Retype exactly what appears below from the line containing "index tip: (594, 23)" down to the line containing "ring tip: (929, 633)", keeping both end lines. Do not include pictures.

::: EXERCISE DATA

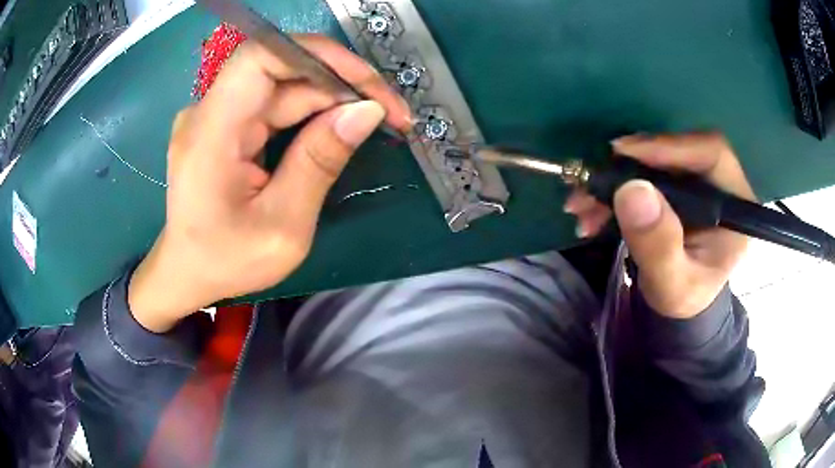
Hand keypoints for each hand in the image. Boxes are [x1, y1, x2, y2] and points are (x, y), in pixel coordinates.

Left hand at [129, 36, 411, 331]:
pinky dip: (312, 112)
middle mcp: (209, 112)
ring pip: (283, 88)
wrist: (187, 274)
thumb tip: (366, 111)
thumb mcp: (282, 226)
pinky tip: (340, 128)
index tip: (368, 82)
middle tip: (391, 113)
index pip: (261, 58)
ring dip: (332, 99)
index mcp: (211, 132)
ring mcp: (216, 116)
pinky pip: (274, 105)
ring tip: (376, 121)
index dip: (318, 55)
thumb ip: (319, 163)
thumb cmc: (226, 261)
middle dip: (341, 85)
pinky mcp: (225, 125)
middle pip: (281, 72)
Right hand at [564, 133, 755, 318]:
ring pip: (654, 160)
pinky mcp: (675, 185)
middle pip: (677, 151)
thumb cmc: (684, 299)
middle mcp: (717, 183)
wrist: (679, 304)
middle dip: (630, 165)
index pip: (710, 153)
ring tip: (581, 205)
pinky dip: (612, 188)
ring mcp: (695, 181)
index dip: (671, 146)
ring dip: (613, 178)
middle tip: (592, 182)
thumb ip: (659, 246)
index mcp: (735, 204)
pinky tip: (590, 210)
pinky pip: (642, 173)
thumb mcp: (672, 285)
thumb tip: (632, 190)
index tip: (625, 153)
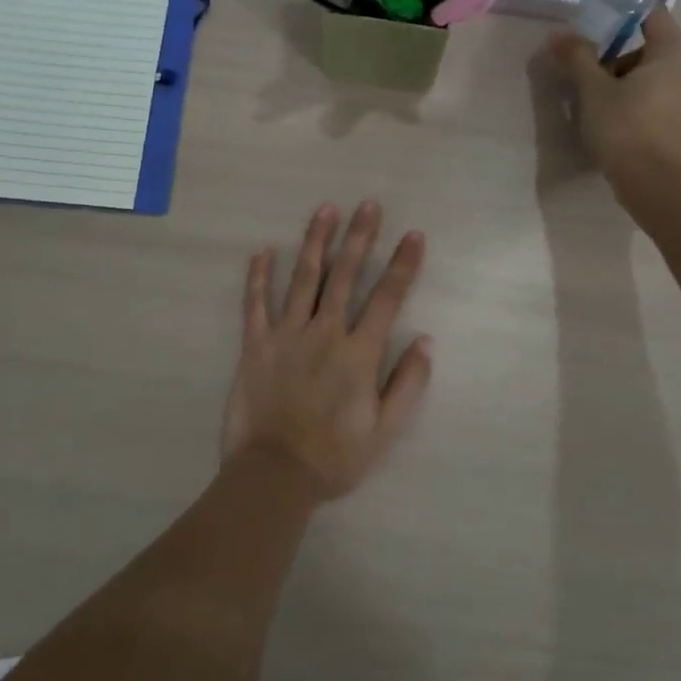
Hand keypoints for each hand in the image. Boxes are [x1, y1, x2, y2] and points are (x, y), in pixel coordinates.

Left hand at [223, 201, 432, 499]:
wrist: (273, 476)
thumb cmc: (334, 456)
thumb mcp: (385, 430)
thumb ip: (407, 383)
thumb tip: (425, 340)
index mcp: (358, 354)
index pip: (387, 298)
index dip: (403, 265)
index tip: (413, 235)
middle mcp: (324, 334)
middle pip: (345, 276)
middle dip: (360, 237)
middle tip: (368, 205)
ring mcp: (286, 336)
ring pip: (303, 279)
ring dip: (315, 242)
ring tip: (325, 210)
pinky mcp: (255, 346)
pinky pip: (255, 304)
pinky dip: (258, 276)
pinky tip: (262, 250)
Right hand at [546, 6, 680, 187]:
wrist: (652, 183)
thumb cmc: (623, 127)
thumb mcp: (593, 89)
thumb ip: (577, 56)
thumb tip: (558, 35)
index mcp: (674, 51)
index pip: (651, 14)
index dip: (621, 13)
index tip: (594, 23)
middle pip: (651, 45)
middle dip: (617, 54)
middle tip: (588, 71)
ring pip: (654, 73)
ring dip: (625, 78)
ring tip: (596, 100)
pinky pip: (660, 95)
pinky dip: (639, 97)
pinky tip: (614, 117)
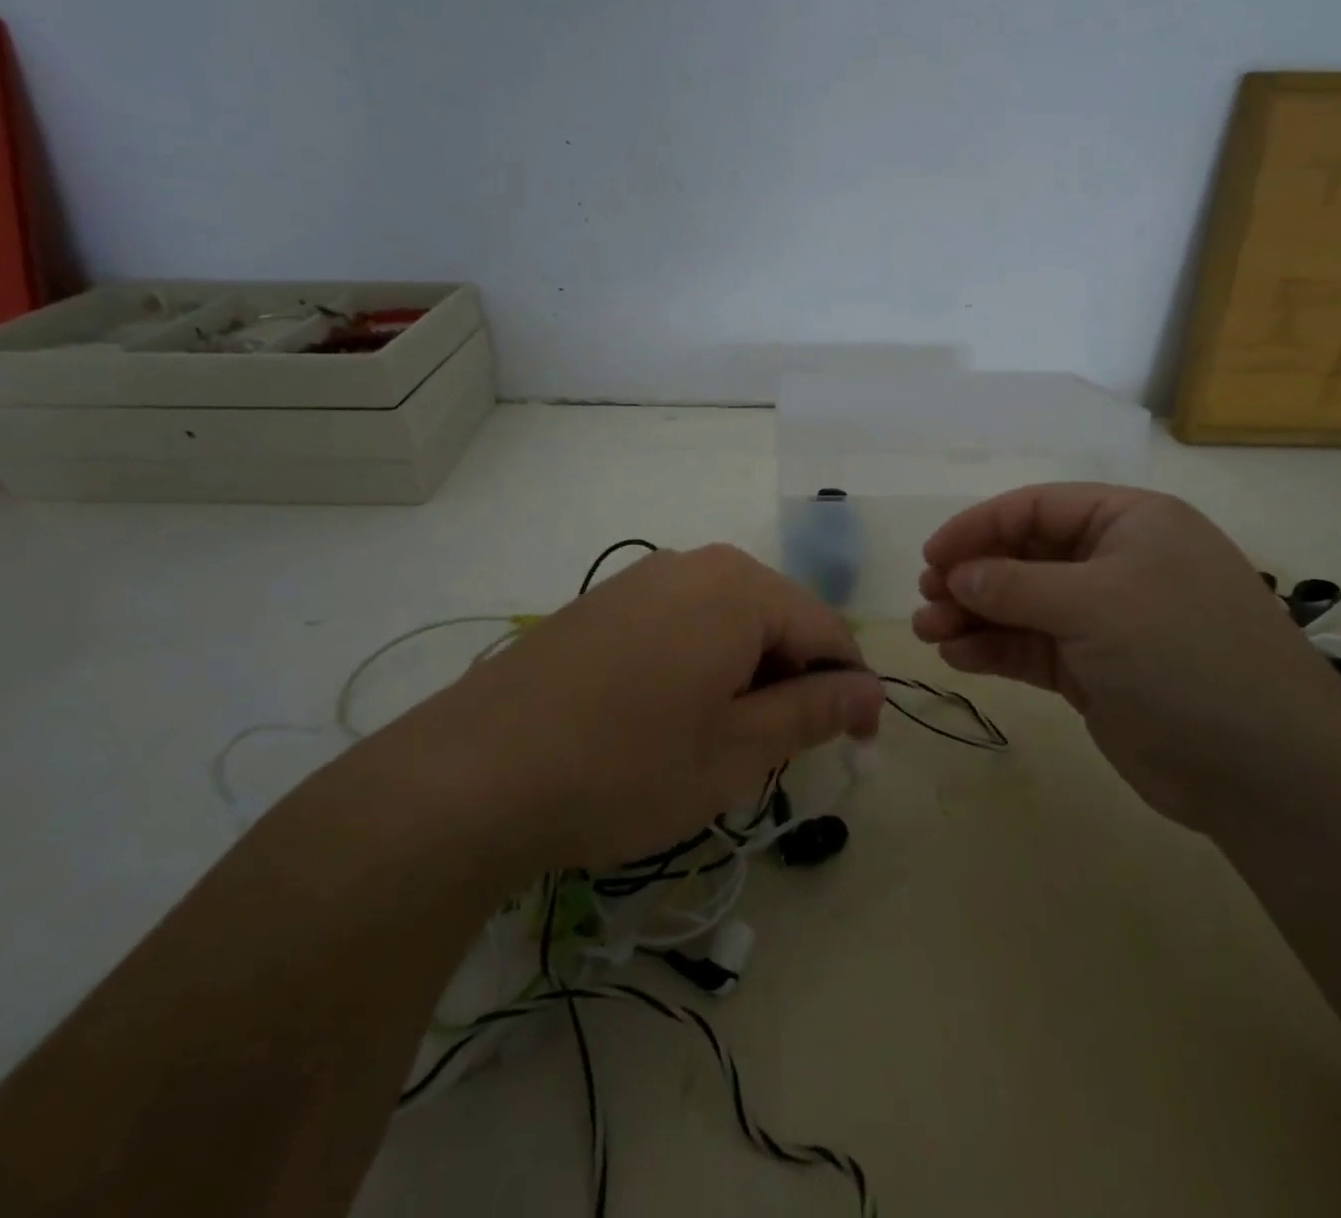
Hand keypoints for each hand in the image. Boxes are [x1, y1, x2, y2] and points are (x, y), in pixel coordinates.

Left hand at [399, 544, 883, 872]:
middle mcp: (696, 564)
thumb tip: (869, 690)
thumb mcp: (737, 749)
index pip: (828, 630)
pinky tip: (669, 717)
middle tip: (779, 754)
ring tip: (723, 741)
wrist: (471, 775)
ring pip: (729, 622)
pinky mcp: (605, 603)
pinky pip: (682, 624)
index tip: (855, 746)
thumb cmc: (626, 766)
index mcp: (741, 587)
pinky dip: (701, 665)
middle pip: (778, 619)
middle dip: (794, 682)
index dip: (850, 689)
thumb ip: (814, 711)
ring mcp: (643, 578)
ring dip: (747, 676)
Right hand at [912, 483, 1340, 824]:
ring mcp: (1106, 621)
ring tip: (929, 633)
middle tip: (928, 600)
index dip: (979, 527)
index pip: (1037, 508)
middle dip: (972, 577)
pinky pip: (1032, 648)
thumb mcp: (1093, 603)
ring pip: (1022, 606)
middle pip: (1025, 557)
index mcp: (1130, 523)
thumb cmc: (1180, 654)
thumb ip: (1014, 585)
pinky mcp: (1095, 671)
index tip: (932, 556)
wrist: (1262, 767)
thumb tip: (957, 575)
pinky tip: (958, 658)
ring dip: (974, 616)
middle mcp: (1116, 564)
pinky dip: (995, 650)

::::::

- FINISHED EXERCISE -
index tip: (594, 23)
middle pip: (651, 45)
middle dip: (617, 54)
middle tip: (588, 71)
ring pip: (654, 73)
ring dip: (625, 78)
ring tip: (596, 100)
pinky pip: (660, 95)
pinky dip: (639, 97)
pinky tip: (614, 117)
Hand keypoints for each hand in the image. Boxes are [x1, y1, x2, y2] and points are (x, y), in pixel coordinates.

Left hand at [399, 544, 883, 872]:
middle mcp: (696, 564)
thumb tip: (869, 690)
thumb mcp: (737, 749)
index pip: (828, 630)
pinky tip: (669, 717)
middle tip: (779, 754)
ring tip: (723, 741)
wrist: (471, 775)
ring pip: (729, 622)
pinky mcp: (605, 603)
pinky pip: (682, 624)
index tip: (855, 746)
thumb cmc: (626, 766)
index mcp: (741, 587)
pinky dip: (701, 665)
middle pip: (778, 619)
middle dip: (794, 682)
index dip: (850, 689)
thumb ip: (814, 711)
ring mcp: (643, 578)
ring dip: (747, 676)
Right hand at [912, 483, 1340, 824]:
ring mcp: (1106, 621)
ring tip: (929, 633)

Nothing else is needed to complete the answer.